Once you have the URL entered, you can press enter. You now have a working link! It’s a beautiful thing.

To edit a link, click on it, and a preview of the link will pop up. You can click the pencil to edit the URL of the link. It’s also easy to make it so the link opens the URL in a new tab, just click the Open in new tab toggle to enable that.

If you want to unlink the text, click the Unlink button (the link button with the diagonal line through it).

Moving Blocks

You will often find the need to move blocks around when working with them. There are two ways to move a block. First, select on the block you wish to move by clicking on it. If you want to drag a block to a new location, you can click and drag the handle in the ribbon.

You can also click the up and down arrows on the ribbon to move the block up or down by one block.

Organize Blocks with Groups, Columns, and Rows

There are three blocks that make it easier to organize blocks: columns, group, and row.

The columns block enables you to organize blocks in columns. This block can be useful if you wanted to show, say, featured images such as services.
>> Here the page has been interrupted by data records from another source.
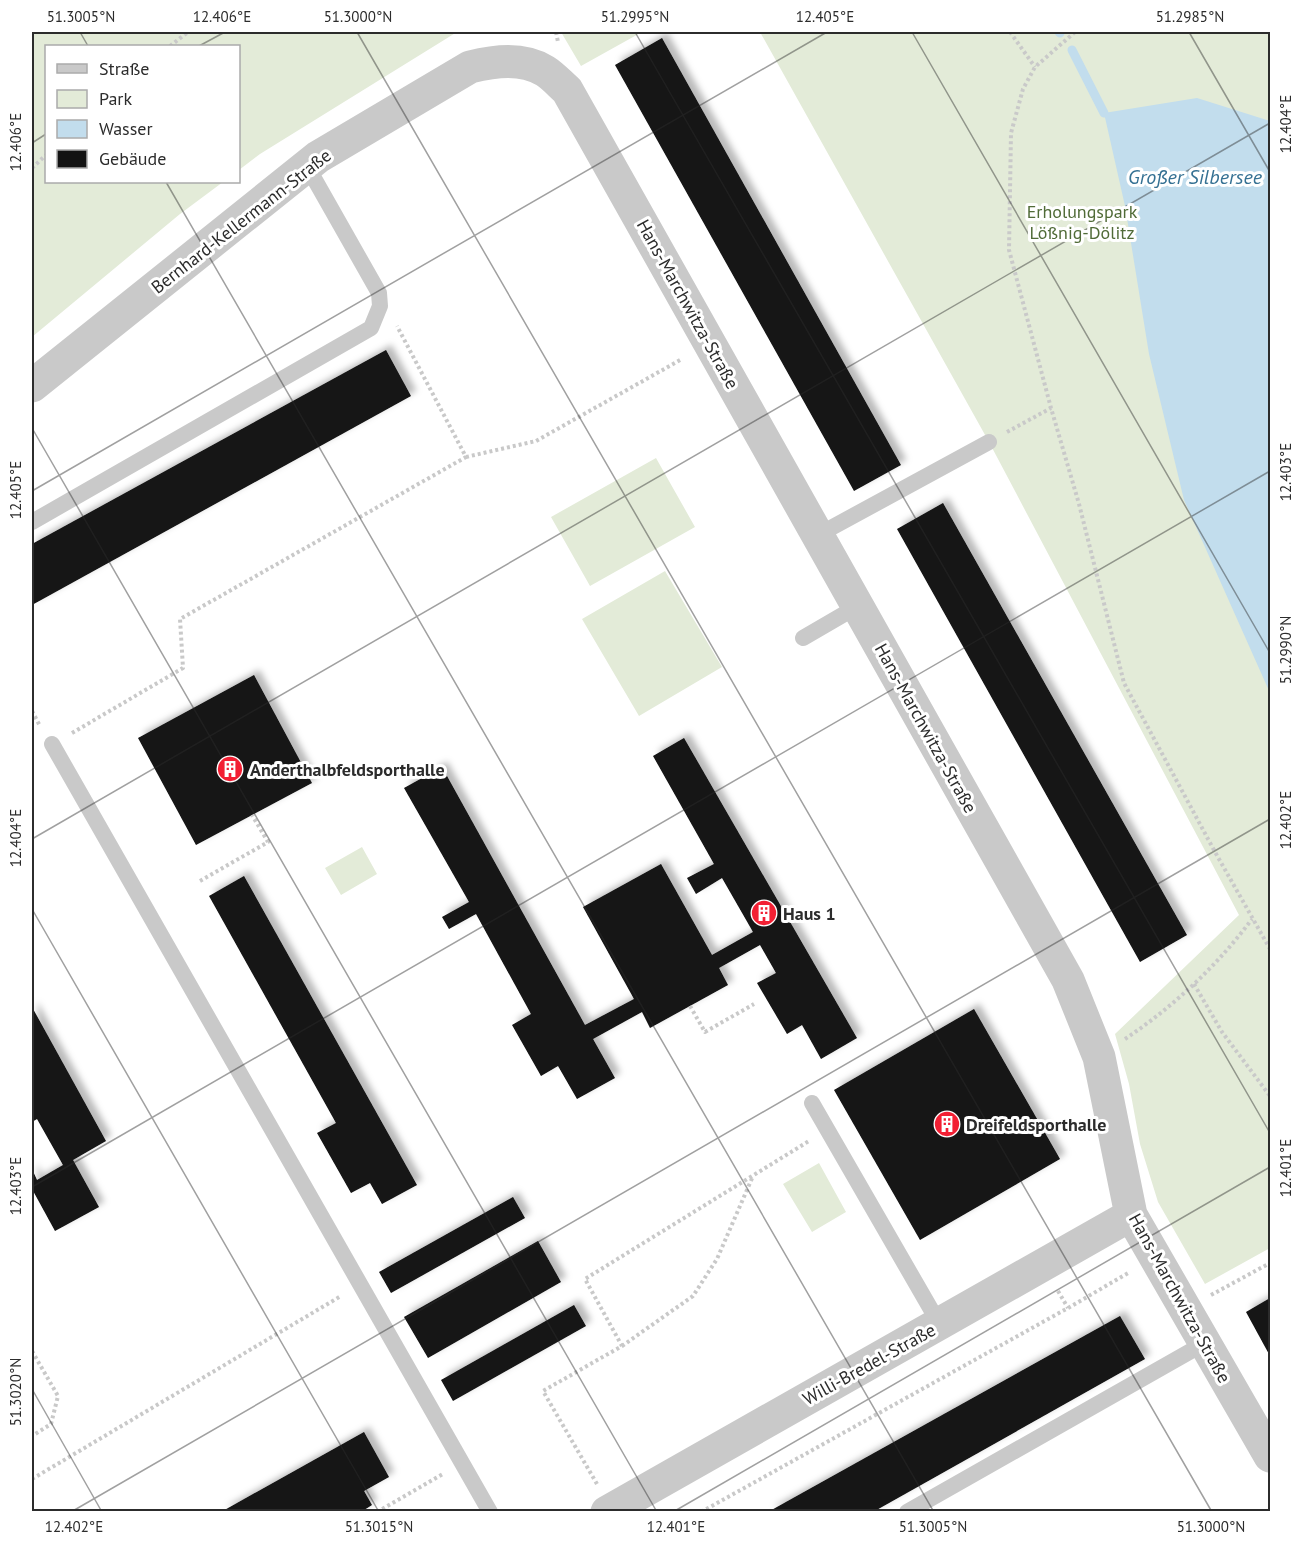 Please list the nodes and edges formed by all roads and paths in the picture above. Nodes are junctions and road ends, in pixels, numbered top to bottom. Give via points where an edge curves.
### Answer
1 (188, 32) edge
2 (1010, 32) edge
3 (1074, 33) edge
4 (172, 45) edge
5 (496, 61) joint
6 (1035, 67) junction
7 (45, 156) edge
8 (307, 166) junction
9 (32, 168) edge
10 (380, 293) junction
11 (710, 343) junction
12 (32, 386) edge
13 (1051, 408) junction
14 (989, 442) joint
15 (466, 457) junction
16 (32, 522) edge
17 (818, 535) junction
18 (858, 606) junction
19 (802, 638) dead end
20 (52, 744) joint
21 (252, 815) dead end
22 (200, 881) dead end
23 (1252, 919) junction
24 (1270, 950) edge
25 (1194, 984) junction
26 (754, 1004) dead end
27 (690, 1006) dead end
28 (1099, 1057) junction
29 (1270, 1096) edge
30 (812, 1103) dead end
31 (827, 1129) junction
32 (753, 1176) junction
33 (1131, 1215) junction
34 (1155, 1257) junction
35 (1270, 1263) edge
36 (360, 1284) junction
37 (1186, 1309) junction
38 (940, 1325) junction
39 (1205, 1343) junction
40 (622, 1346) junction
41 (32, 1350) edge
42 (32, 1436) edge
43 (1270, 1456) edge
44 (462, 1463) junction
45 (32, 1479) edge
46 (609, 1510) edge
47 (376, 1512) edge
48 (490, 1512) edge
49 (701, 1512) edge
50 (906, 1512) edge

1 - 4 path
2 - 6 path
3 - 6 path
5 - 8 street, Bernhard-Kellermann-Straße via 470,67
5 - 11 street, Hans-Marchwitza-Straße via 525,63 545,71 567,90
6 - 13 path via 1023,89 1011,133 1009,250
7 - 9 path
8 - 10 lane
8 - 12 street, Bernhard-Kellermann-Straße
10 - 15 path
10 - 16 lane via 380,306 371,328
11 - 15 path via 536,441
11 - 17 street, Hans-Marchwitza-Straße
13 - 14 path
13 - 23 path via 1124,683
14 - 17 lane
15 - 20 path via 180,619 183,668
17 - 18 street, Hans-Marchwitza-Straße
18 - 19 lane
18 - 28 street, Hans-Marchwitza-Straße via 1068,980
20 - 36 lane
21 - 22 path via 268,842
23 - 24 path
23 - 25 path
25 - 28 path via 1150,1022
25 - 29 path via 1222,1032
26 - 27 path via 705,1032
28 - 33 street, Hans-Marchwitza-Straße
30 - 31 lane
31 - 32 path
31 - 38 lane
32 - 40 path via 717,1259 693,1296
32 - 40 path via 585,1279
33 - 34 street, Hans-Marchwitza-Straße
33 - 38 street, Willi-Bredel-Straße
34 - 37 street, Hans-Marchwitza-Straße
34 - 49 path
35 - 37 path
36 - 44 lane
36 - 45 path
37 - 39 street, Hans-Marchwitza-Straße
38 - 46 street, Willi-Bredel-Straße
39 - 43 street, Hans-Marchwitza-Straße
39 - 50 lane
40 - 46 path via 543,1391
41 - 42 path via 58,1396 51,1424
44 - 47 path
44 - 48 lane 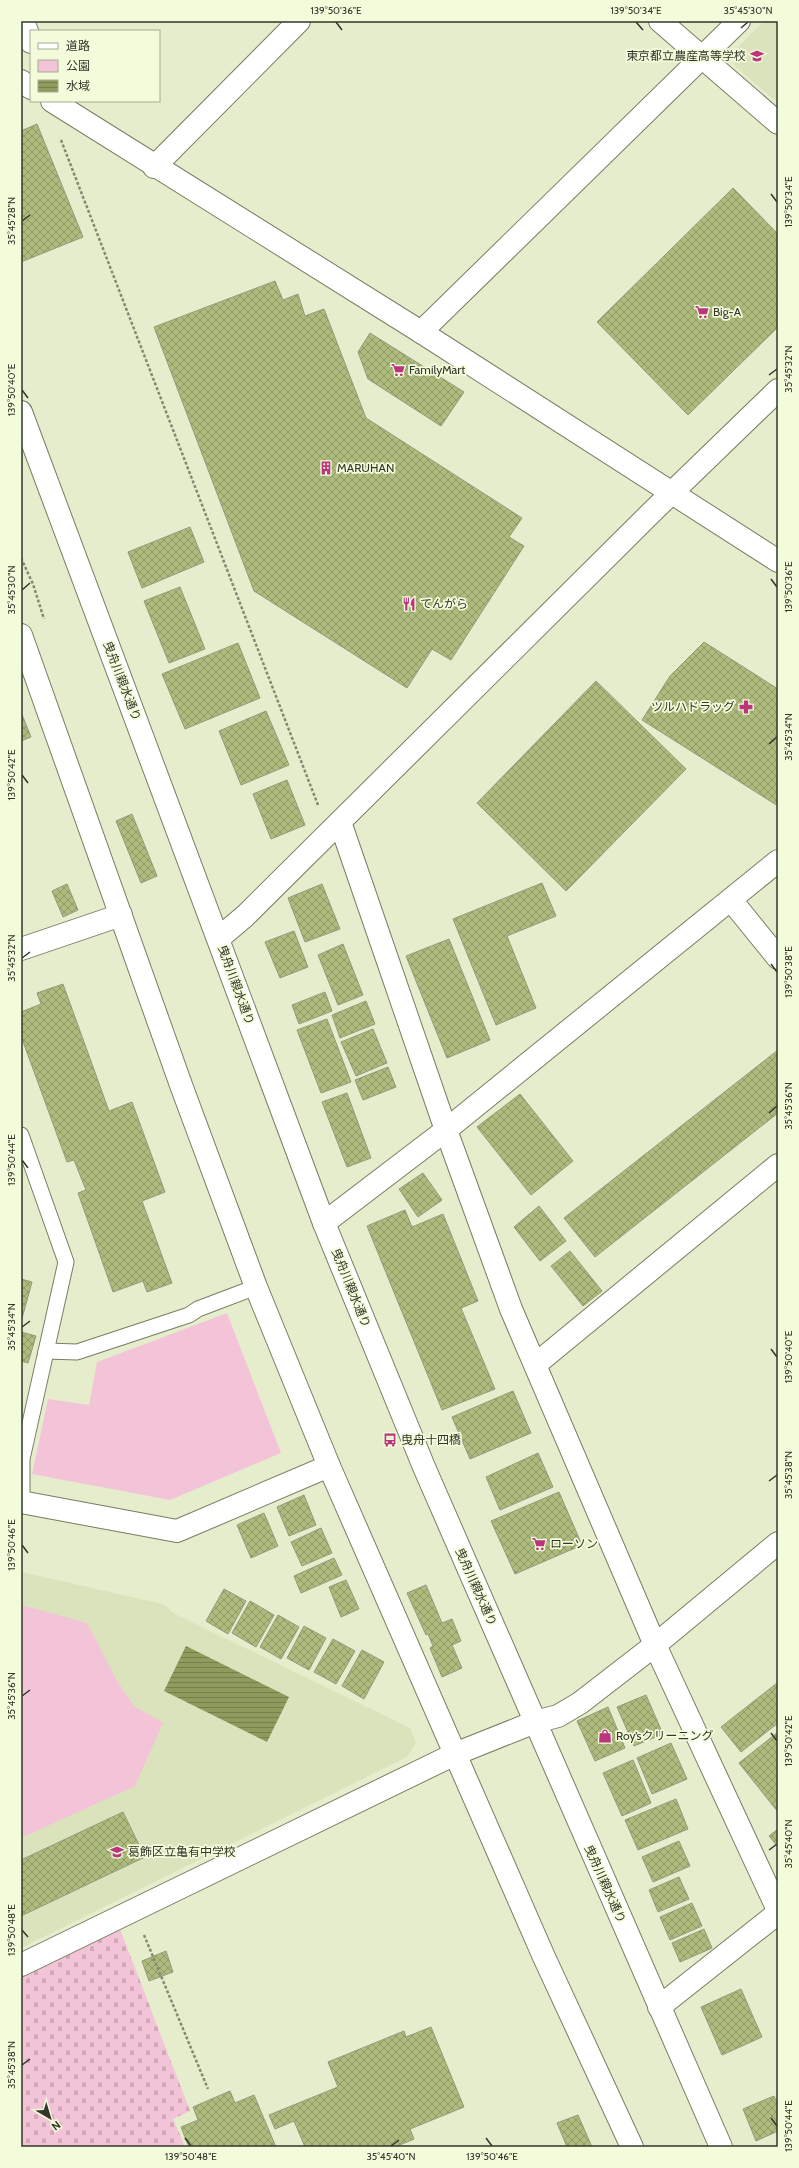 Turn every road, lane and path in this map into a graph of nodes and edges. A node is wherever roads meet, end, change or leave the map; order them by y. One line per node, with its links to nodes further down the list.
1 (23, 21): 5 (street)
2 (298, 21): 12 (street)
3 (660, 21): 6 (street)
4 (739, 21): 6 (street)
5 (30, 39)
6 (702, 57): 10 (street); 13 (street)
7 (21, 81): 8 (street)
8 (30, 87)
9 (54, 102): 12 (street)
10 (778, 123)
11 (60, 136): 19 (path)
12 (154, 167): 13 (street)
13 (421, 332): 16 (street)
14 (778, 390): 16 (street)
15 (21, 412): 23 (street, 曳舟川親水通り)
16 (670, 494): 17 (street); 19 (street)
17 (778, 561)
18 (21, 635): 22 (street)
19 (334, 828): 23 (street); 26 (street)
20 (778, 861): 21 (street)
21 (731, 900): 25 (street); 26 (street)
22 (121, 915): 24 (street); 30 (street)
23 (219, 938): 29 (street, 曳舟川親水通り)
24 (21, 950)
25 (778, 958)
26 (446, 1130): 29 (street); 32 (street)
27 (21, 1135): 31 (lane)
28 (778, 1166): 32 (street)
29 (324, 1223): 37 (street, 曳舟川親水通り)
30 (256, 1287): 31 (lane); 33 (street)
31 (46, 1351): 34 (lane)
32 (536, 1364): 36 (street)
33 (329, 1466): 34 (street); 38 (street)
34 (21, 1503)
35 (778, 1543): 36 (street)
36 (655, 1645): 37 (street); 40 (street)
37 (535, 1722): 38 (street); 42 (street, 曳舟川親水通り)
38 (455, 1754): 39 (street); 44 (street)
39 (134, 1910): 41 (street); 43 (path)
40 (778, 1912): 42 (street)
41 (21, 1964)
42 (659, 2007): 45 (street, 曳舟川親水通り)
43 (208, 2088)
44 (632, 2147)
45 (721, 2147)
The group block allows you to keep blocks related to each other together. You can of course move a group of blocks anywhere on the page/post.

The row block lets you arrange blocks next to each other, horizontally.

Reusable Blocks

Reusable blocks are blocks that can be edited once, then displayed wherever the block is used. Any changes made to a reusable block are also reflected where the block is used as well.

You can also make a whole section reusable by adding the related blocks to a group block.

To make a block reusable, click the button with the three dots in the tool ribbon above a selected block, then click the Add to Reusable blocks option in the dropdown.

You will then be prompted to give the reusable block a name.

Click the blue Save button once you’ve named your block. Once you click save, you will receive a notice in the bottom-left corner, “Reusable block saved.”

You will now also see the name of the reusable block when you select it. It’s pretty neat!

Accessing Your Reusable Blocks

You can access your reusable blocks in the inserter by clicking the blue + button in the top-left corner of the top bar.

You will notice a new tab in the inserter titled, “Reusable.” Click this tab and you will see all of the reusable blocks that you’ve created.

You can also view a preview of a reusable block by moving your mouse over it.

Managing Reusable Blocks

You can manage reusable blocks by clicking the Manage Reusable blocks link. You will be directed to the dashboard and be displayed a list of the reusable blocks you’ve added.

You can move your mouse over a reusable block in the list to view actions you can take regarding it.

If you’re anything like me and like to keep everything tidy by permanently deleting reusable blocks in trash, I’ll show you how. First, access the trash for reusable blocks by clicking the Trash link under the Reusable blocks heading. Then, you can either mark the blocks to remove and click the Bulk actions dropdown, then click Delete permanently. You can also hover over an individual reusable block and click the Delete Permanently link.

Block Patterns

A really cool thing about blocks is that you can add premade layouts onto your page. These are called block patterns. In fact, there is an entire library that WordPress makes available where you can add block patterns that others have already made to your website. How cool is that?

You can also access the pattern library within WordPress itself. You can either click the blue + button in the top-left corner of the top bar, or you can click the black + button you ordinarily would click to add a block. To access the pattern library this way, you would click on Browse All.

Once the sidebar on the left opens, click the Patterns tab. You will then see all of the different blck patterns you can add to your page/post. To add one of the patterns to your page, you just have to click on it.

The block pattern will then be instantly inserted into your post. You can of course move it around or edit any of the blocks from there.

In Conclusion

Hopefully this part has been helpful for you. Blocks are incredibly powerful and you can do so many things with them. In the next part of WordPress from Scratch, we’re going to take a look at designing a homepage. It’s time to apply your new-found knowledge of blocks to the real world.